» Work required
What do the lines say, reproduced word for word, from the first of the entries below through the line bearing "Which roads connect"?

» Data for this exercise
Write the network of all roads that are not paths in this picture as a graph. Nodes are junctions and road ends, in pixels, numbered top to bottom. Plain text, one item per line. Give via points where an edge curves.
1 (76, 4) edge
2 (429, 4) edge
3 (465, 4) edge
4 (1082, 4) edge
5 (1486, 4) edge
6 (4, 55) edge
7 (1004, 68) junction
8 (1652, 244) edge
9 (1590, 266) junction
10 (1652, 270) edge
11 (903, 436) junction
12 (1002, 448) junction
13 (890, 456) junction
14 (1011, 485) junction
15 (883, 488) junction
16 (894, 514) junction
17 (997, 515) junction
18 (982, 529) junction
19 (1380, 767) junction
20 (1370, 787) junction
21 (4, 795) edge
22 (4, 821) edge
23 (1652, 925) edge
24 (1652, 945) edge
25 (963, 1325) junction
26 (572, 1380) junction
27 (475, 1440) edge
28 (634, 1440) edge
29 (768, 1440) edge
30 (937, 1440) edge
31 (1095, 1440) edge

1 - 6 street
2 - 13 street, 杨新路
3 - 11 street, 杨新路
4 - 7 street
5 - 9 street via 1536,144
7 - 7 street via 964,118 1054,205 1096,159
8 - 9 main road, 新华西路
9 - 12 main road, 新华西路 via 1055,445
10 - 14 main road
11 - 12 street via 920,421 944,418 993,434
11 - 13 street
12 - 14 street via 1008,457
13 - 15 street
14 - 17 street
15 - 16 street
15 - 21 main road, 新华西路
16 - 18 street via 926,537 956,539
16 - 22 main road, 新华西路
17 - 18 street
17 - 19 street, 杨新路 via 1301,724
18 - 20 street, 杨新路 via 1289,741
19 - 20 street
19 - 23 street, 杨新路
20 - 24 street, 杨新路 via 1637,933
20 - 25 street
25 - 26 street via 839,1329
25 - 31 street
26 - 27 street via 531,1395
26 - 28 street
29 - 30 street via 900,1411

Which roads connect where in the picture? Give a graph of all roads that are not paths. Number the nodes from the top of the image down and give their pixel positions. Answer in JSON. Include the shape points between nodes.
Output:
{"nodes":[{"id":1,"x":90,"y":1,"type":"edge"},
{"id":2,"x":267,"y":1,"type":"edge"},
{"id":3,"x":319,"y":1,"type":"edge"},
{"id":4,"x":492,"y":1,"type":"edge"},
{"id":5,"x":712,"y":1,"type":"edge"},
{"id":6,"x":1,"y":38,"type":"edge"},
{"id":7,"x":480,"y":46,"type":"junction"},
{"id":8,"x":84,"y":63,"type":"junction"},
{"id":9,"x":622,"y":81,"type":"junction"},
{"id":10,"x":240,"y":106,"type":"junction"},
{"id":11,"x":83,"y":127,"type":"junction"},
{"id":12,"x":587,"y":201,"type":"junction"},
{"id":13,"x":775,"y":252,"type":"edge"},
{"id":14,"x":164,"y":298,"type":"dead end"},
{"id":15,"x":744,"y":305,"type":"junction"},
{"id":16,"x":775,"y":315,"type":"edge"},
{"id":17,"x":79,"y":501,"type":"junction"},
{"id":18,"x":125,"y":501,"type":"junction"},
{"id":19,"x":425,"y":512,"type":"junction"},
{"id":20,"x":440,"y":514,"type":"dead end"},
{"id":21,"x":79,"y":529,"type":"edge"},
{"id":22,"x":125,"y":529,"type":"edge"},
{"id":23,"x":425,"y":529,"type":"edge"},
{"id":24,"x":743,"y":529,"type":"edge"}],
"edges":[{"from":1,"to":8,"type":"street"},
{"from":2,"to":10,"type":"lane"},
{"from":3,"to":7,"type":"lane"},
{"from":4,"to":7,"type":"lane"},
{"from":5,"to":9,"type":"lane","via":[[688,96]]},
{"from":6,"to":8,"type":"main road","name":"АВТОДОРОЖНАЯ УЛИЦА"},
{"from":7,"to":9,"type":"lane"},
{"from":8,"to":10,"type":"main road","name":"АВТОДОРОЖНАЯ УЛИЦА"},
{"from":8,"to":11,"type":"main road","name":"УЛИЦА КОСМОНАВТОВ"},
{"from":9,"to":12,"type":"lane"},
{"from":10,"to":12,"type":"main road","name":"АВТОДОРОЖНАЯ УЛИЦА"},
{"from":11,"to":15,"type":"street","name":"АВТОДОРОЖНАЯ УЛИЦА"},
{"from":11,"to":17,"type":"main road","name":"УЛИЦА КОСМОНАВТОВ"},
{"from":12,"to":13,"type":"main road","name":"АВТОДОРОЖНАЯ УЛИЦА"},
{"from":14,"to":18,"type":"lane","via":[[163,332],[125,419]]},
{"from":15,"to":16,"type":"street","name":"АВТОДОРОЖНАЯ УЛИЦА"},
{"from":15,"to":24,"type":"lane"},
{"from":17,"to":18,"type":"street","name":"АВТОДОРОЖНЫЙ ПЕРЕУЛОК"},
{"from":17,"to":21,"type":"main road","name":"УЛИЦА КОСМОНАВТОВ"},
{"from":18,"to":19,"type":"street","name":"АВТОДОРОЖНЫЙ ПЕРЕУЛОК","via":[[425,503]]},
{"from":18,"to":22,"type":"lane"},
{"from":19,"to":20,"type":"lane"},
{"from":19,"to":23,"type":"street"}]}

» Answer box
Write the network of all roads that are not paths in this picture as a graph. Nodes are junctions and road ends, in pixels, numbered top to bottom. Plain text, one item per line. Give via points where an edge curves.
1 (76, 4) edge
2 (429, 4) edge
3 (465, 4) edge
4 (1082, 4) edge
5 (1486, 4) edge
6 (4, 55) edge
7 (1004, 68) junction
8 (1652, 244) edge
9 (1590, 266) junction
10 (1652, 270) edge
11 (903, 436) junction
12 (1002, 448) junction
13 (890, 456) junction
14 (1011, 485) junction
15 (883, 488) junction
16 (894, 514) junction
17 (997, 515) junction
18 (982, 529) junction
19 (1380, 767) junction
20 (1370, 787) junction
21 (4, 795) edge
22 (4, 821) edge
23 (1652, 925) edge
24 (1652, 945) edge
25 (963, 1325) junction
26 (572, 1380) junction
27 (475, 1440) edge
28 (634, 1440) edge
29 (768, 1440) edge
30 (937, 1440) edge
31 (1095, 1440) edge

1 - 6 street
2 - 13 street, 杨新路
3 - 11 street, 杨新路
4 - 7 street
5 - 9 street via 1536,144
7 - 7 street via 964,118 1054,205 1096,159
8 - 9 main road, 新华西路
9 - 12 main road, 新华西路 via 1055,445
10 - 14 main road
11 - 12 street via 920,421 944,418 993,434
11 - 13 street
12 - 14 street via 1008,457
13 - 15 street
14 - 17 street
15 - 16 street
15 - 21 main road, 新华西路
16 - 18 street via 926,537 956,539
16 - 22 main road, 新华西路
17 - 18 street
17 - 19 street, 杨新路 via 1301,724
18 - 20 street, 杨新路 via 1289,741
19 - 20 street
19 - 23 street, 杨新路
20 - 24 street, 杨新路 via 1637,933
20 - 25 street
25 - 26 street via 839,1329
25 - 31 street
26 - 27 street via 531,1395
26 - 28 street
29 - 30 street via 900,1411

Which roads connect where in the picture? Give a graph of all roads that are not paths. Number the nodes from the top of the image down and give their pixel positions. Answer in JSON. Include the shape points between nodes.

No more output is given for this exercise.